Hepatocellular carcinoma (HCC) is one of the most common causes of cancer-related deaths worldwide (1). The treatment of HCC has dramatically changed with the introduction of molecular-targeted agents, such as lenvatinib and sorafenib (2-4). Lenvatinib, an oral multi-kinase inhibitor of vascular endothelial growth factor receptor 1-3, platelet-derived growth factor receptor α, fibroblast growth factor receptor 1-4, and RET and KIT proto-oncogenes, demonstrated non-inferiority to sorafenib in terms of overall survival and progression-free survival among patients with advanced HCC, and it was approved in Japan for advanced HCC in March 2018 (4, 5). Common adverse effects associated with lenvatinib include diarrhea, fatigue, rash, and hand-foot syndrome, while nephrotic-range proteinuria (NRP) has also been reported in some patients (4, 6-9). Since most of the data regarding the incidence of NRP were derived from randomized clinical trials (4, 6), the association between NRP and overall survival among patients with advanced HCC receiving lenvatinib in a real-world setting is unknown. Therefore, we conducted a single-centre retrospective observational study to investigate the association between NRP after lenvatinib initiation and overall survival and identify the risk factors for NRP in Japanese patients with advanced HCC treated with lenvatinib. This study contributes new knowledge regarding the adverse effects of lenvatinib, which is used to improve the management of patients with advanced HCC.
Patients and Methods
Patients and study design. This was a single-centre, retrospective observational study based on clinical data collected at the Teine Keijinkai Medical Center, a 650-bed tertiary reference centre, in Sapporo, Hokkaido, Japan. We included consecutive patients with unresectable HCC diagnosed and staged according to the Liver Cancer Study Group of Japan (10). Other inclusion criteria were age ≥18 years and patients who were receiving lenvatinib between September 1, 2018 and December 31, 2019. Similarly, we restricted the analytic sample to patients with at least 1 month of follow-up from the initiation of lenvatinib. Lenvatinib was administered at 12 mg/day if the body weight was <60 kg or 8 mg/day if the body weight was ≥60 kg. Dose adjustments followed by reductions to 8 mg/day, 4 mg/day, or 4 mg every other day were allowed when a patient experienced an adverse event of grade 3 or above, and lenvatinib was resumed when adverse effects improved to grade 1 or 2. Adverse effects were graded based on the Common Terminology Criteria for Adverse Effects version 4.0 (11). This study was conducted in compliance with the Declaration of Helsinki and approved by the Institutional Review Board of Teine Keijinkai Medical Center (approval number 2-019169-00). Written informed consent was obtained from all patients at the start of the treatment but was not required for the analyses because this was a retrospective study. This study was conducted and reported according to the Strengthening the Reporting of Observational Studies in Epidemiology (STROBE) guidelines (12).
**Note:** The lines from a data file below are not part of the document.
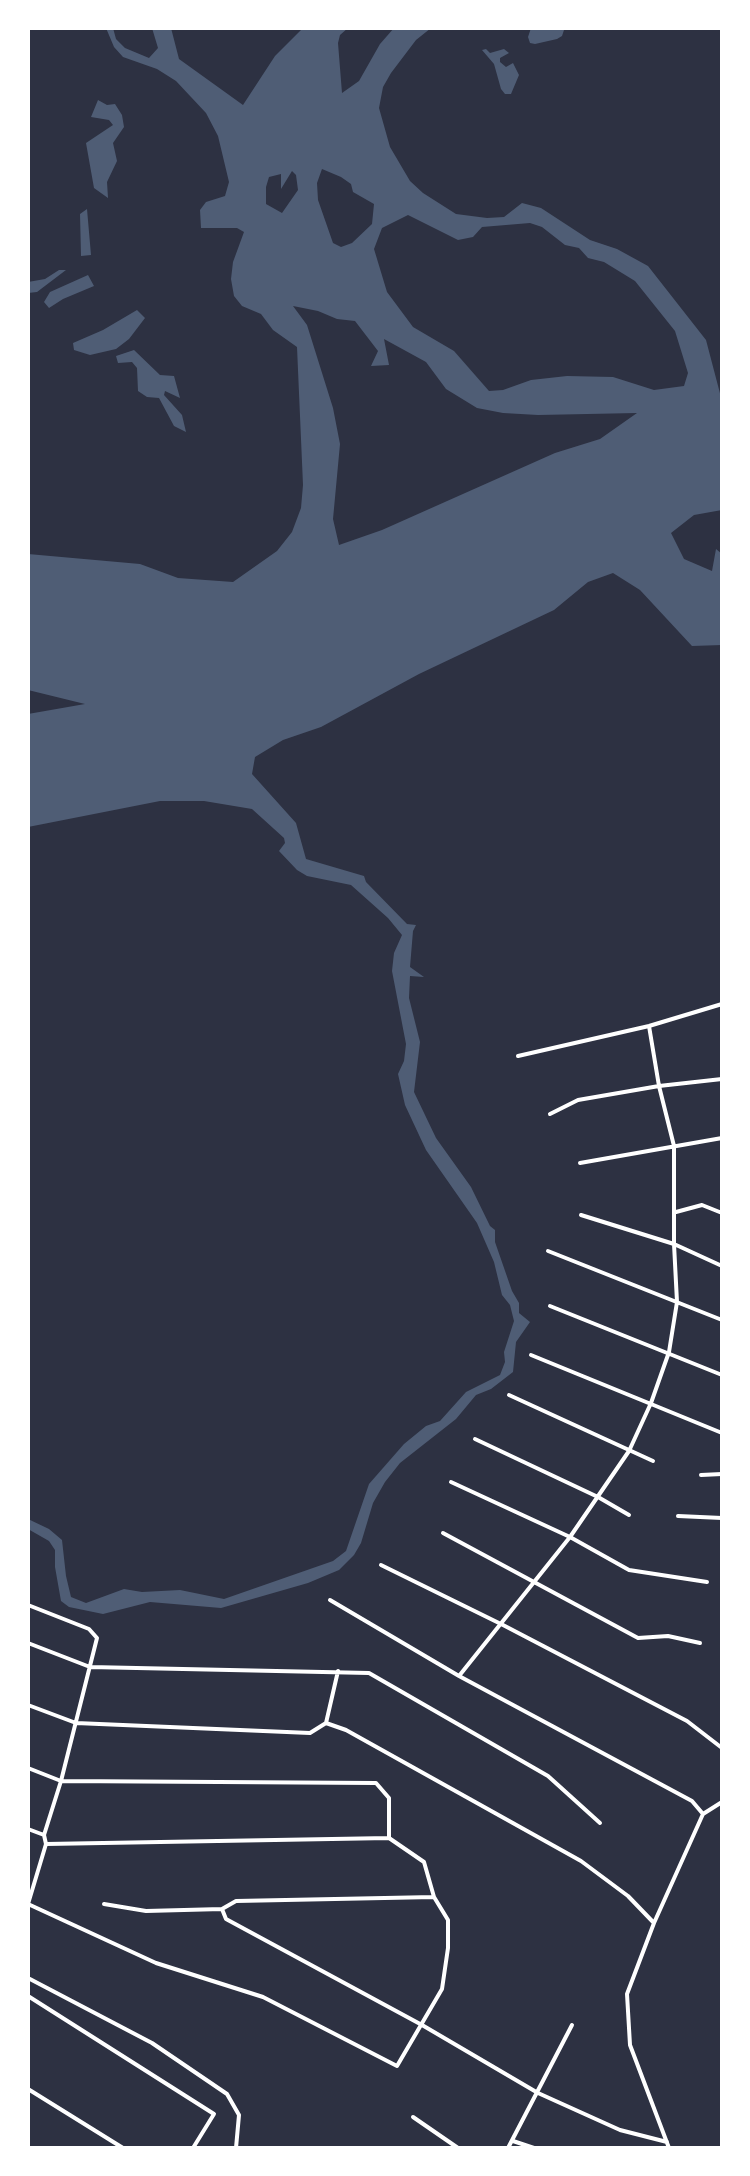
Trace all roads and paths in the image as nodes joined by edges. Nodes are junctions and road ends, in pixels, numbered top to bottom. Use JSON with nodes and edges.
{"nodes":[{"id":1,"x":722,"y":1004,"type":"edge"},
{"id":2,"x":649,"y":1026,"type":"junction"},
{"id":3,"x":518,"y":1056,"type":"dead end"},
{"id":4,"x":722,"y":1079,"type":"edge"},
{"id":5,"x":659,"y":1086,"type":"junction"},
{"id":6,"x":550,"y":1114,"type":"dead end"},
{"id":7,"x":722,"y":1138,"type":"edge"},
{"id":8,"x":674,"y":1146,"type":"junction"},
{"id":9,"x":580,"y":1163,"type":"dead end"},
{"id":10,"x":676,"y":1212,"type":"junction"},
{"id":11,"x":722,"y":1213,"type":"edge"},
{"id":12,"x":581,"y":1215,"type":"dead end"},
{"id":13,"x":674,"y":1244,"type":"junction"},
{"id":14,"x":548,"y":1251,"type":"dead end"},
{"id":15,"x":722,"y":1266,"type":"edge"},
{"id":16,"x":677,"y":1302,"type":"junction"},
{"id":17,"x":550,"y":1306,"type":"dead end"},
{"id":18,"x":722,"y":1320,"type":"edge"},
{"id":19,"x":669,"y":1352,"type":"junction"},
{"id":20,"x":531,"y":1355,"type":"dead end"},
{"id":21,"x":722,"y":1375,"type":"edge"},
{"id":22,"x":509,"y":1395,"type":"dead end"},
{"id":23,"x":651,"y":1403,"type":"junction"},
{"id":24,"x":722,"y":1433,"type":"edge"},
{"id":25,"x":475,"y":1439,"type":"dead end"},
{"id":26,"x":629,"y":1451,"type":"junction"},
{"id":27,"x":653,"y":1461,"type":"dead end"},
{"id":28,"x":722,"y":1474,"type":"edge"},
{"id":29,"x":701,"y":1475,"type":"dead end"},
{"id":30,"x":451,"y":1482,"type":"dead end"},
{"id":31,"x":598,"y":1497,"type":"junction"},
{"id":32,"x":629,"y":1515,"type":"dead end"},
{"id":33,"x":678,"y":1516,"type":"dead end"},
{"id":34,"x":722,"y":1518,"type":"edge"},
{"id":35,"x":443,"y":1533,"type":"dead end"},
{"id":36,"x":570,"y":1537,"type":"junction"},
{"id":37,"x":381,"y":1565,"type":"dead end"},
{"id":38,"x":707,"y":1582,"type":"dead end"},
{"id":39,"x":534,"y":1583,"type":"junction"},
{"id":40,"x":330,"y":1600,"type":"dead end"},
{"id":41,"x":28,"y":1605,"type":"edge"},
{"id":42,"x":503,"y":1625,"type":"junction"},
{"id":43,"x":28,"y":1643,"type":"edge"},
{"id":44,"x":700,"y":1643,"type":"dead end"},
{"id":45,"x":90,"y":1667,"type":"junction"},
{"id":46,"x":338,"y":1671,"type":"junction"},
{"id":47,"x":459,"y":1676,"type":"junction"},
{"id":48,"x":28,"y":1705,"type":"edge"},
{"id":49,"x":76,"y":1723,"type":"junction"},
{"id":50,"x":326,"y":1723,"type":"junction"},
{"id":51,"x":722,"y":1748,"type":"edge"},
{"id":52,"x":28,"y":1768,"type":"edge"},
{"id":53,"x":61,"y":1781,"type":"junction"},
{"id":54,"x":722,"y":1802,"type":"edge"},
{"id":55,"x":703,"y":1814,"type":"junction"},
{"id":56,"x":600,"y":1823,"type":"dead end"},
{"id":57,"x":28,"y":1829,"type":"edge"},
{"id":58,"x":44,"y":1835,"type":"junction"},
{"id":59,"x":389,"y":1838,"type":"junction"},
{"id":60,"x":46,"y":1844,"type":"junction"},
{"id":61,"x":29,"y":1891,"type":"edge"},
{"id":62,"x":434,"y":1897,"type":"junction"},
{"id":63,"x":104,"y":1904,"type":"dead end"},
{"id":64,"x":222,"y":1909,"type":"junction"},
{"id":65,"x":654,"y":1923,"type":"junction"},
{"id":66,"x":28,"y":1978,"type":"edge"},
{"id":67,"x":28,"y":1996,"type":"edge"},
{"id":68,"x":422,"y":2025,"type":"junction"},
{"id":69,"x":572,"y":2025,"type":"dead end"},
{"id":70,"x":28,"y":2089,"type":"edge"},
{"id":71,"x":538,"y":2093,"type":"junction"},
{"id":72,"x":413,"y":2117,"type":"dead end"},
{"id":73,"x":513,"y":2141,"type":"junction"},
{"id":74,"x":668,"y":2145,"type":"edge"},
{"id":75,"x":123,"y":2148,"type":"edge"},
{"id":76,"x":193,"y":2148,"type":"edge"},
{"id":77,"x":236,"y":2148,"type":"edge"},
{"id":78,"x":458,"y":2148,"type":"edge"},
{"id":79,"x":508,"y":2148,"type":"edge"},
{"id":80,"x":534,"y":2148,"type":"edge"}],
"edges":[{"from":1,"to":2,"type":"street"},
{"from":2,"to":3,"type":"street"},
{"from":2,"to":5,"type":"street"},
{"from":4,"to":5,"type":"street"},
{"from":5,"to":6,"type":"street"},
{"from":5,"to":8,"type":"street"},
{"from":7,"to":8,"type":"street"},
{"from":8,"to":9,"type":"street"},
{"from":8,"to":10,"type":"street"},
{"from":10,"to":11,"type":"street"},
{"from":10,"to":13,"type":"street"},
{"from":12,"to":13,"type":"street"},
{"from":13,"to":15,"type":"street"},
{"from":13,"to":16,"type":"street"},
{"from":14,"to":16,"type":"street"},
{"from":16,"to":18,"type":"street"},
{"from":16,"to":19,"type":"street"},
{"from":17,"to":19,"type":"street"},
{"from":19,"to":21,"type":"street"},
{"from":19,"to":23,"type":"street"},
{"from":20,"to":23,"type":"street"},
{"from":22,"to":26,"type":"street"},
{"from":23,"to":24,"type":"street"},
{"from":23,"to":26,"type":"street"},
{"from":25,"to":31,"type":"street"},
{"from":26,"to":27,"type":"street"},
{"from":26,"to":31,"type":"street"},
{"from":28,"to":29,"type":"street"},
{"from":30,"to":36,"type":"street"},
{"from":31,"to":32,"type":"street"},
{"from":31,"to":36,"type":"street"},
{"from":33,"to":34,"type":"street"},
{"from":35,"to":39,"type":"street"},
{"from":36,"to":38,"type":"street"},
{"from":36,"to":39,"type":"street"},
{"from":37,"to":42,"type":"street"},
{"from":39,"to":42,"type":"street"},
{"from":39,"to":44,"type":"street"},
{"from":40,"to":47,"type":"street"},
{"from":41,"to":45,"type":"street"},
{"from":42,"to":47,"type":"street"},
{"from":42,"to":51,"type":"street"},
{"from":43,"to":45,"type":"street"},
{"from":45,"to":46,"type":"street"},
{"from":45,"to":49,"type":"street"},
{"from":46,"to":50,"type":"street"},
{"from":46,"to":56,"type":"street"},
{"from":47,"to":55,"type":"street"},
{"from":48,"to":49,"type":"street"},
{"from":49,"to":50,"type":"street"},
{"from":49,"to":53,"type":"street"},
{"from":50,"to":65,"type":"street"},
{"from":52,"to":53,"type":"street"},
{"from":53,"to":58,"type":"street"},
{"from":53,"to":59,"type":"street"},
{"from":54,"to":55,"type":"street"},
{"from":55,"to":65,"type":"street"},
{"from":57,"to":58,"type":"street"},
{"from":58,"to":60,"type":"street"},
{"from":59,"to":60,"type":"street"},
{"from":59,"to":62,"type":"street"},
{"from":60,"to":61,"type":"street"},
{"from":61,"to":68,"type":"street"},
{"from":62,"to":64,"type":"street"},
{"from":62,"to":68,"type":"street"},
{"from":63,"to":64,"type":"street"},
{"from":64,"to":68,"type":"street"},
{"from":65,"to":74,"type":"street"},
{"from":66,"to":77,"type":"street"},
{"from":67,"to":76,"type":"street"},
{"from":68,"to":71,"type":"street"},
{"from":69,"to":71,"type":"street"},
{"from":70,"to":75,"type":"street"},
{"from":71,"to":73,"type":"street"},
{"from":71,"to":74,"type":"street"},
{"from":72,"to":78,"type":"street"},
{"from":73,"to":79,"type":"street"},
{"from":73,"to":80,"type":"street"}]}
Exposures. The primary exposure of interest was NRP, which was defined as the first record of urine protein to creatinine ratio of >3 g/gCr or a urine protein dipstick indicator of ≥4+ after lenvatinib initiation based on the Kidney Disease: Improving Global Outcomes clinical practice guidelines for glomerulonephritis (13). After the initiation of lenvatinib, proteinuria was measured at every scheduled visit of each patient.
Outcome. The primary outcome evaluated was the overall survival time, which was defined as the time from the initiation of lenvatinib treatment to the date of death or the patient’s last follow-up.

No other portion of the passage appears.